I'm not sure the X-Files mythology has ever had more potential. Seriously. I did not expect that out of this revival, but there it is. The whole thing feels more vital and relevant than ever, for obvious reasons. And the current events references, against all odds, totally worked for me. Even (or especially) the Obama clip. That was kind of genius.
I'm curious where the mythology is going and what exactly is considered settled. The show has grappled before with this question — is it aliens, or the government using alien technology, or some unholy combination? There were at least a couple early mythology episodes that brought this up, and "Jose Chung's From Outer Space" is all about it. Mulder seems to think he knows the answer now. This is characterized a little too much as an epiphany, almost like the question has never occurred to him before, but I can forgive that as an aid for new viewers.
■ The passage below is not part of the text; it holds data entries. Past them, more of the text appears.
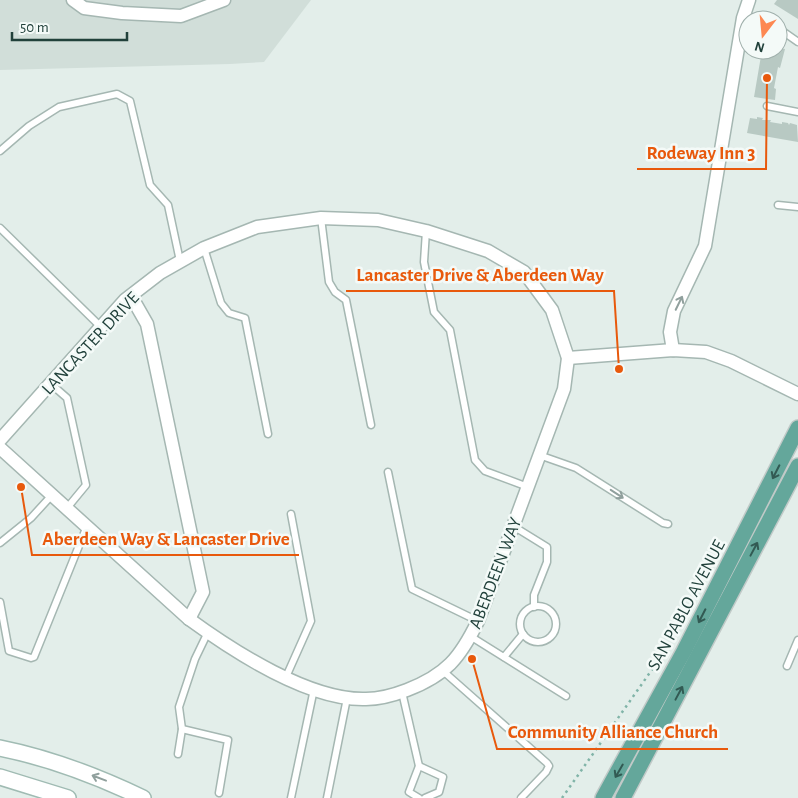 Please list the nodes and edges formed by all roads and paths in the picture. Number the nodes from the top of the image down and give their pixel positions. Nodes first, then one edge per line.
1 (73, 0) edge
2 (224, 0) edge
3 (749, 0) edge
4 (767, 106) dead end
5 (798, 112) edge
6 (0, 151) edge
7 (778, 205) dead end
8 (798, 207) edge
9 (321, 218) junction
10 (0, 228) edge
11 (426, 231) junction
12 (204, 248) junction
13 (180, 262) junction
14 (131, 296) junction
15 (101, 327) junction
16 (673, 350) junction
17 (568, 358) junction
18 (51, 384) junction
19 (798, 394) edge
20 (371, 425) dead end
21 (798, 428) edge
22 (268, 434) dead end
23 (0, 440) edge
24 (0, 448) edge
25 (539, 456) junction
26 (798, 466) edge
27 (388, 472) dead end
28 (528, 487) junction
29 (52, 495) junction
30 (67, 508) junction
31 (291, 514) dead end
32 (668, 524) dead end
33 (86, 526) junction
34 (513, 526) junction
35 (0, 542) edge
36 (0, 602) edge
37 (534, 607) junction
38 (189, 619) junction
39 (478, 621) junction
40 (208, 632) junction
41 (523, 634) junction
42 (470, 636) junction
43 (798, 640) edge
44 (684, 651) junction
45 (504, 658) junction
46 (788, 666) dead end
47 (443, 671) junction
48 (286, 677) junction
49 (314, 689) junction
50 (402, 692) junction
51 (566, 696) dead end
52 (347, 698) junction
53 (182, 729) junction
54 (0, 748) edge
55 (178, 754) dead end
56 (419, 766) junction
57 (0, 777) edge
58 (219, 793) dead end
59 (68, 798) edge
60 (143, 798) edge
61 (291, 798) edge
62 (327, 798) edge
63 (419, 798) edge
64 (425, 798) edge
65 (521, 798) edge
66 (562, 798) edge
67 (603, 798) edge
68 (623, 798) edge

1 - 2 street
16 -> 3 street
4 - 5 lane
6 - 13 lane
7 - 8 lane
9 - 11 street, LANCASTER DRIVE
9 - 12 street, LANCASTER DRIVE
9 - 20 lane
10 - 15 lane
11 - 17 street, LANCASTER DRIVE
11 - 28 lane
12 - 13 street, LANCASTER DRIVE
12 - 22 lane
13 - 14 street, LANCASTER DRIVE
14 - 15 street, LANCASTER DRIVE
14 - 38 street
15 - 18 street, LANCASTER DRIVE
16 - 17 street
16 - 19 street
17 - 25 street, ABERDEEN WAY
18 - 23 street, LANCASTER DRIVE
18 - 30 lane
21 -> 44 main road, SAN PABLO AVENUE
24 - 29 street, ABERDEEN WAY
25 - 28 street, ABERDEEN WAY
25 -> 32 lane
68 -> 26 main road, SAN PABLO AVENUE
27 - 39 lane
28 - 34 street, ABERDEEN WAY
29 - 30 street, ABERDEEN WAY
29 - 35 lane
30 - 33 street, ABERDEEN WAY
31 - 48 lane
33 - 36 lane
33 - 38 street, ABERDEEN WAY
34 - 37 lane
34 - 39 street, ABERDEEN WAY
37 - 41 lane
37 - 41 lane
38 - 40 street, ABERDEEN WAY
39 - 42 street, ABERDEEN WAY
40 - 48 street, ABERDEEN WAY
40 - 53 lane
41 - 45 lane
42 - 45 lane
42 - 47 street, ABERDEEN WAY
43 - 46 lane
44 - 66 path
44 -> 67 main road, SAN PABLO AVENUE
45 - 51 lane
47 - 50 street, ABERDEEN WAY
47 - 65 lane
48 - 49 street, ABERDEEN WAY
49 - 52 street, ABERDEEN WAY
49 - 61 lane
50 - 52 street, ABERDEEN WAY
50 - 56 lane
52 - 62 lane
53 - 55 lane
53 - 58 lane
60 -> 54 main road
56 - 63 lane
56 - 64 lane
57 - 59 main road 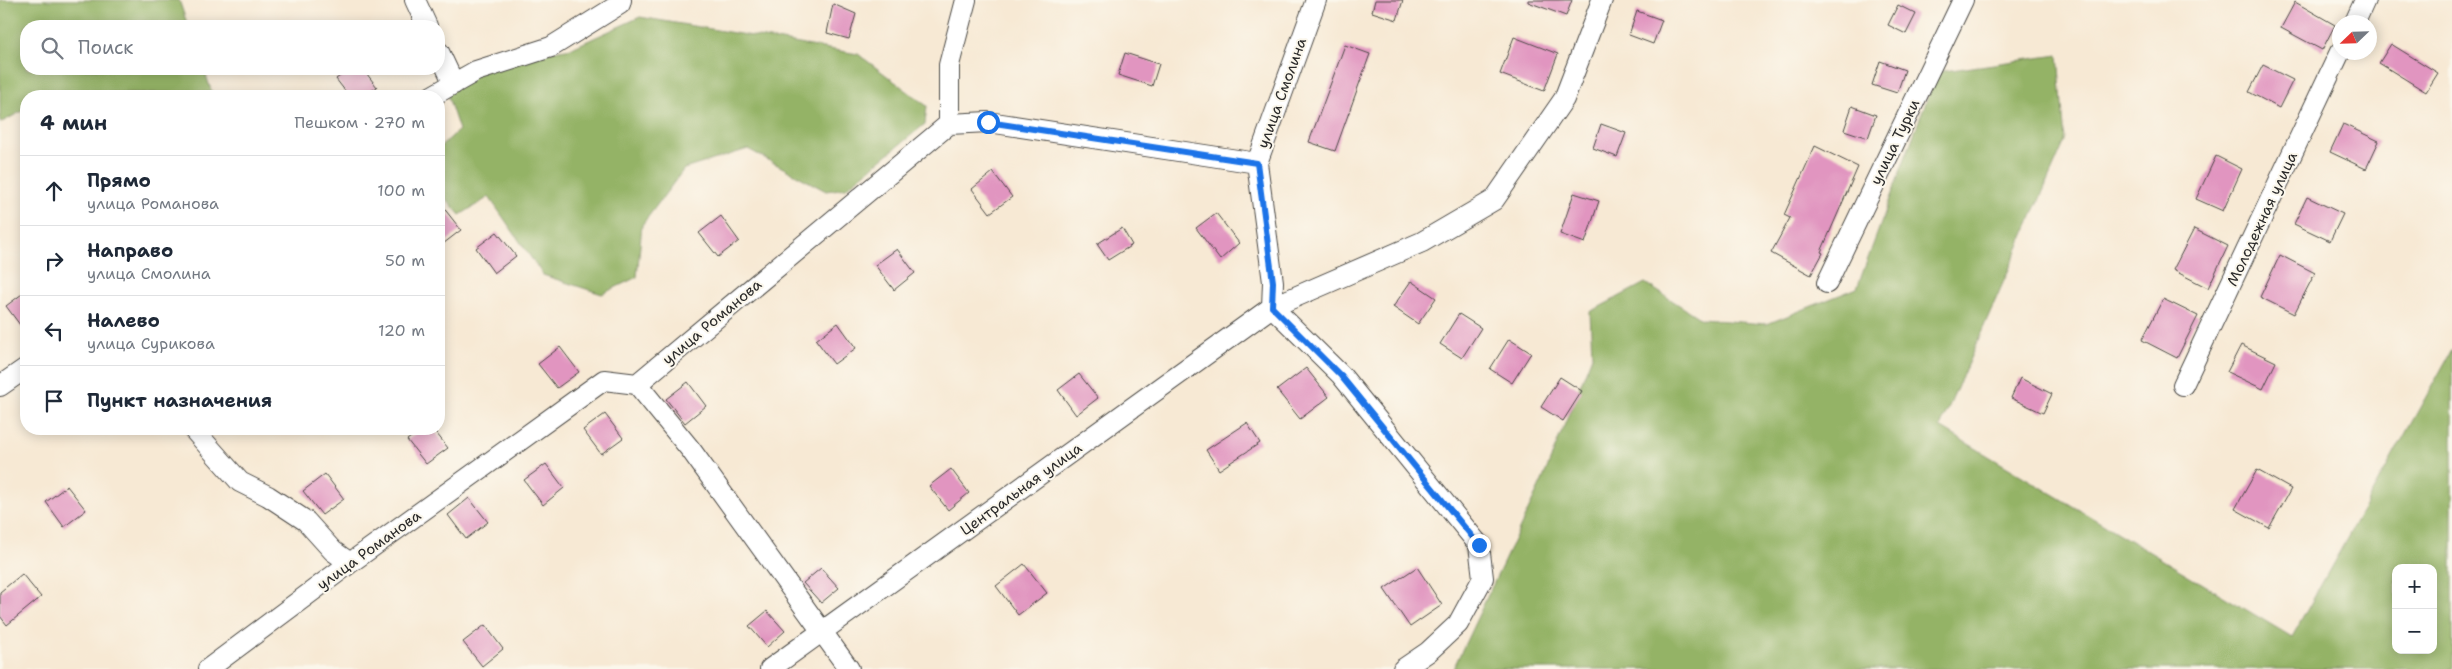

Do we think Mulder is a little too confident about his hypothesis? Or is this officially the new direction? Either way, I'm excited.
CSM being alive is so completely absurd. In the finale, they went to great lengths to prove that he was 100% dead — showing flames shooting out of his skull, for example. I would have been totally on board if this was a clone, or if the other guy was a clone, but it's clearly the same person, who's been patched up and still has the neck hole. Since all of his flesh was burned off and his skeleton was incinerated by a missile, I'm not sure why that continuity was technically important. Unless that last scene was Mulder's dream or something, this is a flat-out retcon.